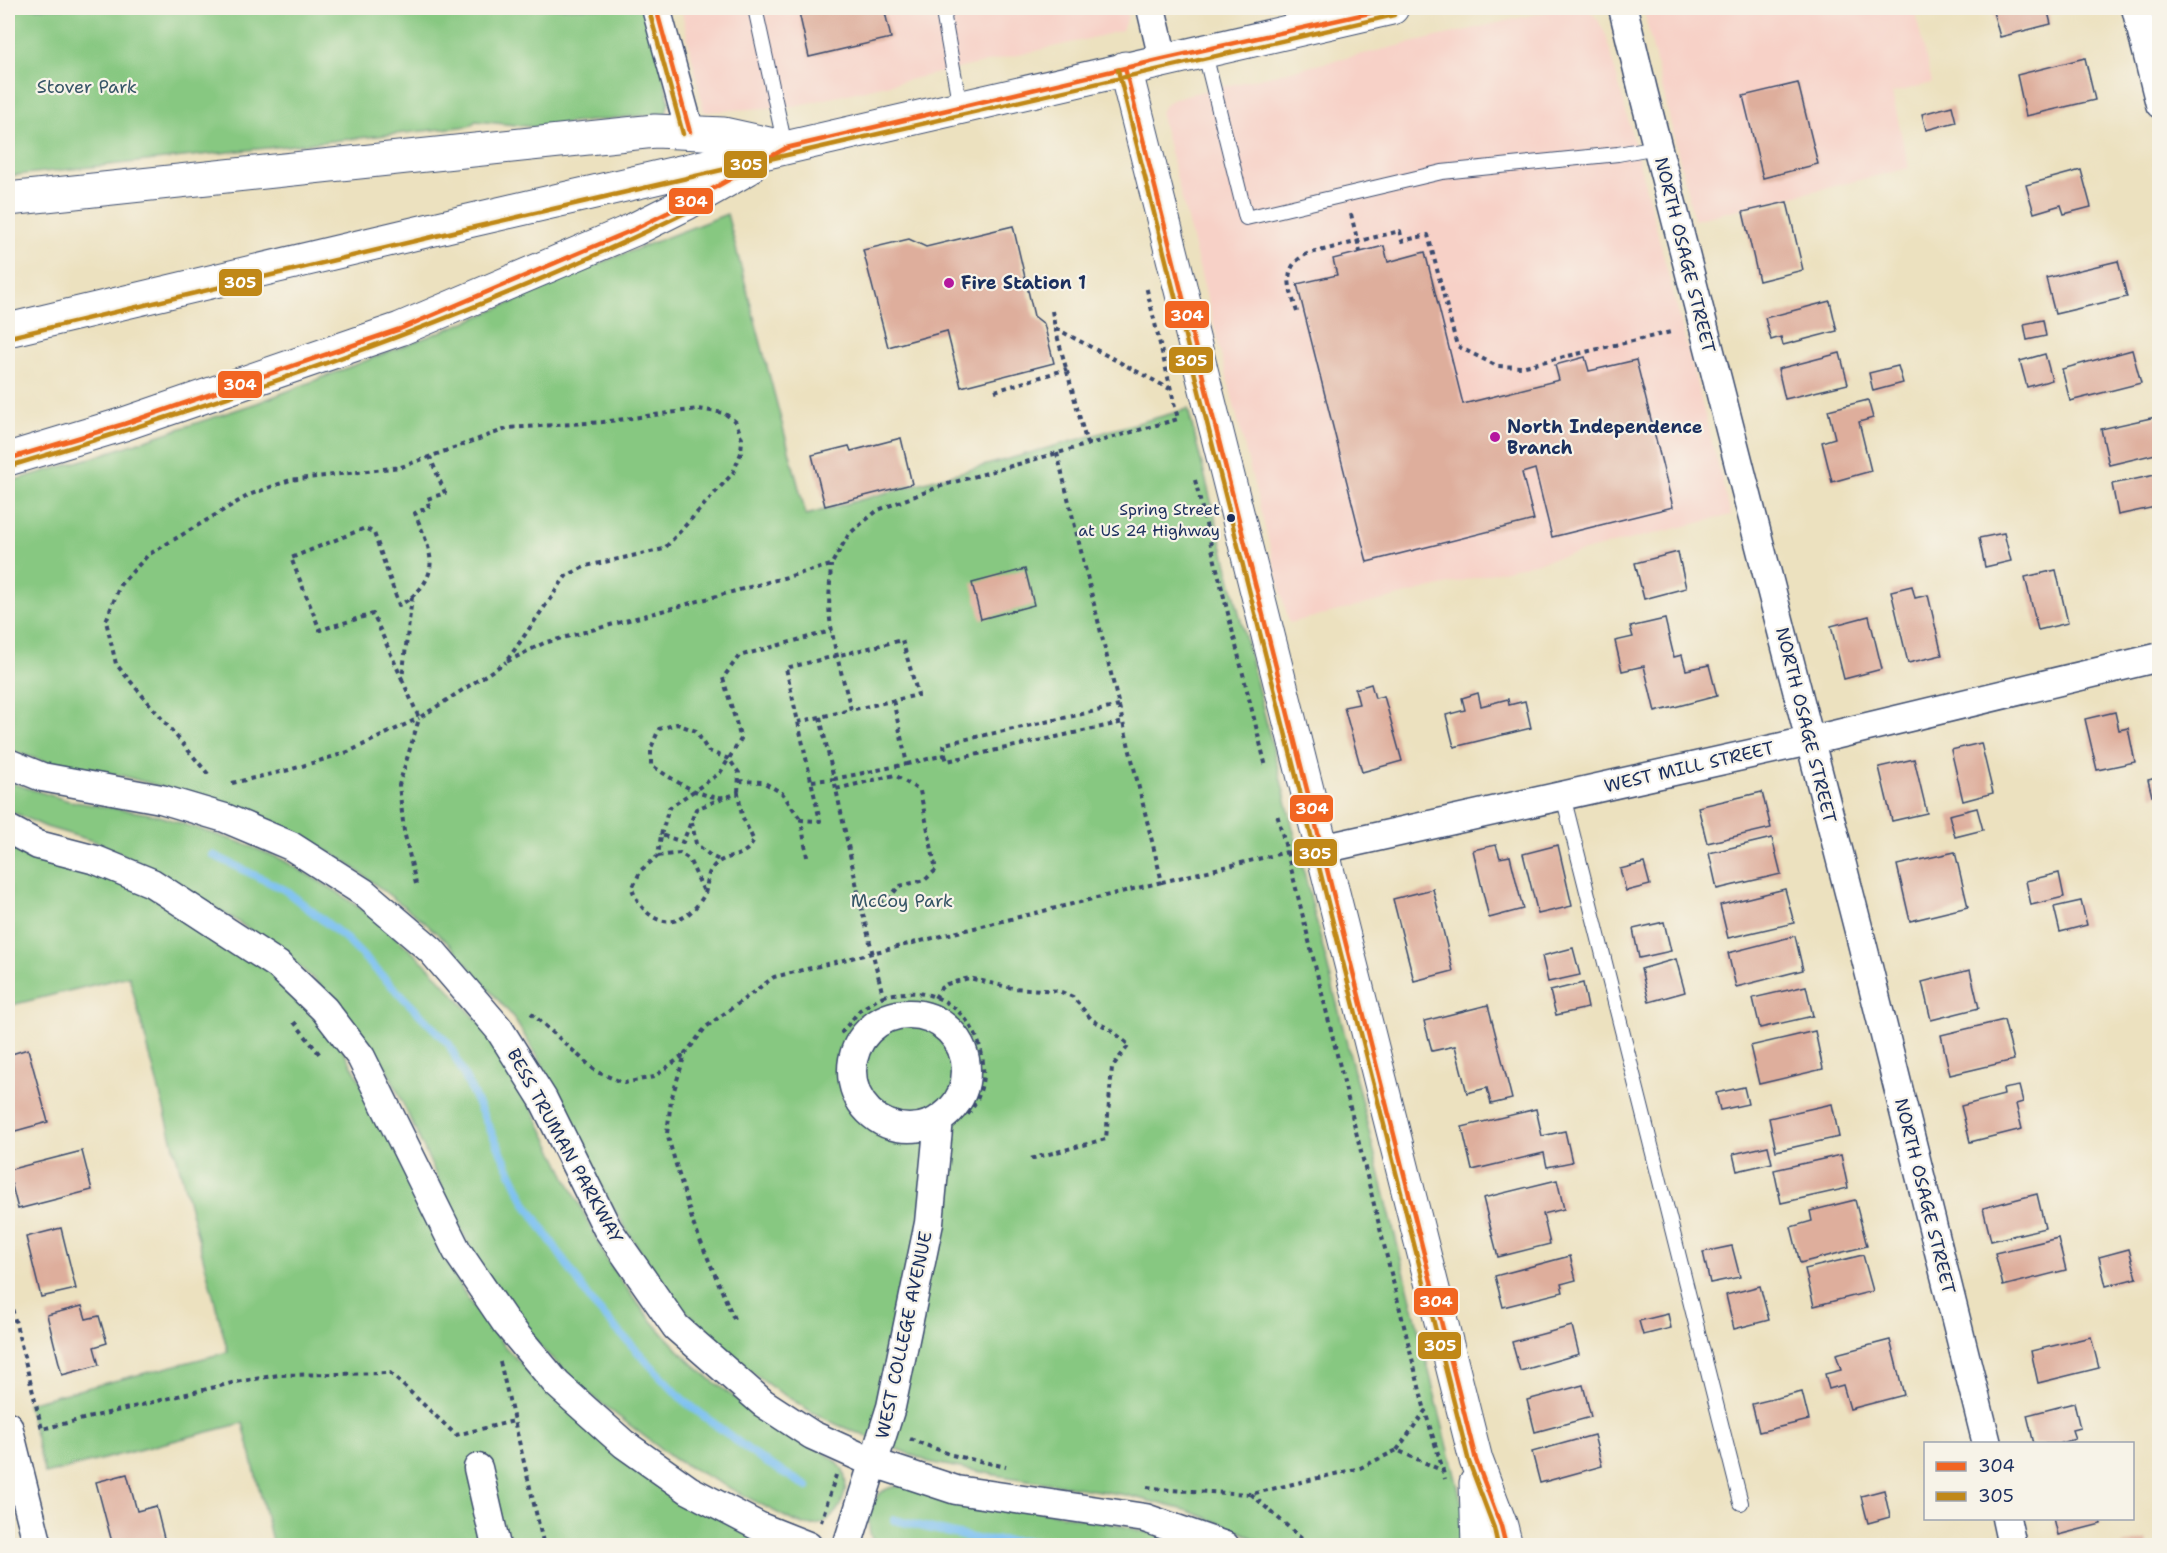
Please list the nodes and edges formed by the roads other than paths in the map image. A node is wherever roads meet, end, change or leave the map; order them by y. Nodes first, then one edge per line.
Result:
1 (656, 8) edge
2 (755, 8) edge
3 (947, 8) edge
4 (1151, 8) edge
5 (1392, 8) edge
6 (1623, 8) edge
7 (2136, 8) edge
8 (1204, 50) junction
9 (1163, 59) junction
10 (1125, 68) junction
11 (2160, 104) edge
12 (960, 107) junction
13 (690, 132) junction
14 (1657, 147) junction
15 (786, 148) junction
16 (8, 199) edge
17 (8, 330) edge
18 (8, 459) edge
19 (2160, 657) edge
20 (1809, 741) junction
21 (8, 763) edge
22 (1563, 796) junction
23 (8, 829) edge
24 (1322, 849) junction
25 (950, 1122) junction
26 (8, 1426) edge
27 (1987, 1442) edge
28 (1476, 1460) junction
29 (874, 1463) junction
30 (478, 1468) dead end
31 (1741, 1503) dead end
32 (2006, 1520) edge
33 (814, 1535) edge
34 (38, 1545) edge
35 (496, 1545) edge
36 (847, 1545) edge
37 (1225, 1545) edge
38 (1478, 1545) edge
39 (1506, 1545) edge
40 (2012, 1545) edge

1 - 13 street
2 - 15 lane
3 - 12 lane
4 - 9 street
5 - 8 main road
6 - 14 street, NORTH OSAGE STREET
7 - 11 street
8 - 9 main road
8 - 14 lane
9 - 10 main road
10 - 12 main road
10 - 24 main road
12 - 15 main road
13 - 15 main road
13 - 16 main road
14 - 20 street, NORTH OSAGE STREET
15 - 17 main road
15 - 18 main road
19 - 20 street, WEST MILL STREET
20 - 22 street, WEST MILL STREET
20 - 27 street, NORTH OSAGE STREET
21 - 29 street, BESS TRUMAN PARKWAY
22 - 24 street, WEST MILL STREET
22 - 31 lane
23 - 33 street
24 - 28 main road
25 - 25 street
25 - 29 street, WEST COLLEGE AVENUE
26 - 34 street
28 - 38 main road
28 - 39 main road
29 - 36 street, WEST COLLEGE AVENUE
29 - 37 street, BESS TRUMAN PARKWAY
30 - 35 street
32 - 40 street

Exercise prompt: Each entry is to be returned as it stands, and each picture is to be left out.

Result of this exercise:
Please list the nodes and edges formed by the roads other than paths in the map image. A node is wherever roads meet, end, change or leave the map; order them by y. Nodes first, then one edge per line.
Result:
1 (656, 8) edge
2 (755, 8) edge
3 (947, 8) edge
4 (1151, 8) edge
5 (1392, 8) edge
6 (1623, 8) edge
7 (2136, 8) edge
8 (1204, 50) junction
9 (1163, 59) junction
10 (1125, 68) junction
11 (2160, 104) edge
12 (960, 107) junction
13 (690, 132) junction
14 (1657, 147) junction
15 (786, 148) junction
16 (8, 199) edge
17 (8, 330) edge
18 (8, 459) edge
19 (2160, 657) edge
20 (1809, 741) junction
21 (8, 763) edge
22 (1563, 796) junction
23 (8, 829) edge
24 (1322, 849) junction
25 (950, 1122) junction
26 (8, 1426) edge
27 (1987, 1442) edge
28 (1476, 1460) junction
29 (874, 1463) junction
30 (478, 1468) dead end
31 (1741, 1503) dead end
32 (2006, 1520) edge
33 (814, 1535) edge
34 (38, 1545) edge
35 (496, 1545) edge
36 (847, 1545) edge
37 (1225, 1545) edge
38 (1478, 1545) edge
39 (1506, 1545) edge
40 (2012, 1545) edge

1 - 13 street
2 - 15 lane
3 - 12 lane
4 - 9 street
5 - 8 main road
6 - 14 street, NORTH OSAGE STREET
7 - 11 street
8 - 9 main road
8 - 14 lane
9 - 10 main road
10 - 12 main road
10 - 24 main road
12 - 15 main road
13 - 15 main road
13 - 16 main road
14 - 20 street, NORTH OSAGE STREET
15 - 17 main road
15 - 18 main road
19 - 20 street, WEST MILL STREET
20 - 22 street, WEST MILL STREET
20 - 27 street, NORTH OSAGE STREET
21 - 29 street, BESS TRUMAN PARKWAY
22 - 24 street, WEST MILL STREET
22 - 31 lane
23 - 33 street
24 - 28 main road
25 - 25 street
25 - 29 street, WEST COLLEGE AVENUE
26 - 34 street
28 - 38 main road
28 - 39 main road
29 - 36 street, WEST COLLEGE AVENUE
29 - 37 street, BESS TRUMAN PARKWAY
30 - 35 street
32 - 40 street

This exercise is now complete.